You have many other options, but like trying to kill the
System process, most of them are bad ideas too. (And it's unlikely that kicking every user off is going to help either, by the way.)
First of all, it's a database file. So there's a file lock on it because something, like the database engine, is reading from or writing to that file. Incidentally, this is what happens 100% of the time that a database is online or available. The database file is locked. It should be; it needs to be. You really shouldn't be doing file-level operations on a database file unless you really know what you're doing anyway, which, pardon me for observing, doesn't seem like a description that fits you.
If you must do file level operations on a database, the proper solution is to use the database management console and/or SQL/ODBC queries to take the database offline and/or "detach" it. You can do this while the database is online only if you have clustering, mirroring or some other HA functionality turned on. (If you have to ask, you don't. Or should pray very hard that you don't.) Once the database is not in use any more, you can play around with the file to your heart's content, though again, you shouldn't unless you really know what you're doing.

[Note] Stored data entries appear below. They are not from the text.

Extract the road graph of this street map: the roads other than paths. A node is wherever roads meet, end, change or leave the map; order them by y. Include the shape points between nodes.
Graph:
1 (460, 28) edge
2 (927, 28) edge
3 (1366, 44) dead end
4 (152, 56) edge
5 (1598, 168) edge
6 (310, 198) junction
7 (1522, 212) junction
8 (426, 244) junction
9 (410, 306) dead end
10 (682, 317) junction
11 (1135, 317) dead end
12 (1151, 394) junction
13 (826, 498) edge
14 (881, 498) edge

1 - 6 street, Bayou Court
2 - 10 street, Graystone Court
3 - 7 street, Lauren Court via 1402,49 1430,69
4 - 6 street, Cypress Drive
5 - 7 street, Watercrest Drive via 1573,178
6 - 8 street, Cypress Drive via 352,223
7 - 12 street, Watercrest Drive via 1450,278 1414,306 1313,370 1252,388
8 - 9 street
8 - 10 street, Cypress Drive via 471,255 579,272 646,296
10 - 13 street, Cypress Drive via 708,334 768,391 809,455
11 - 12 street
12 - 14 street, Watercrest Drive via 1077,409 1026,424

Should that not be possible, which happens from time to time, the next best thing is to terminate the database engine, which will be running as a service. It should be possible to do so from the command line with
net stop or through the GUI MMC snap-in
services.msc, or as a last resort, through task manager by ending the process. This should release the lock and allow you to do whatever it is with the file you're contemplating doing, which, again, is probably a bad idea. If the service can't be stopped and the process can't be killed, you're looking at a system reboot, as the service is hung waiting on a kernel resource, and won't release the file lock.
Now, before you rush off and try to kill the process, maybe another question is in order about how to achieve what you're ultimately trying to achieve. Would seem to be the wiser approach, at least to me.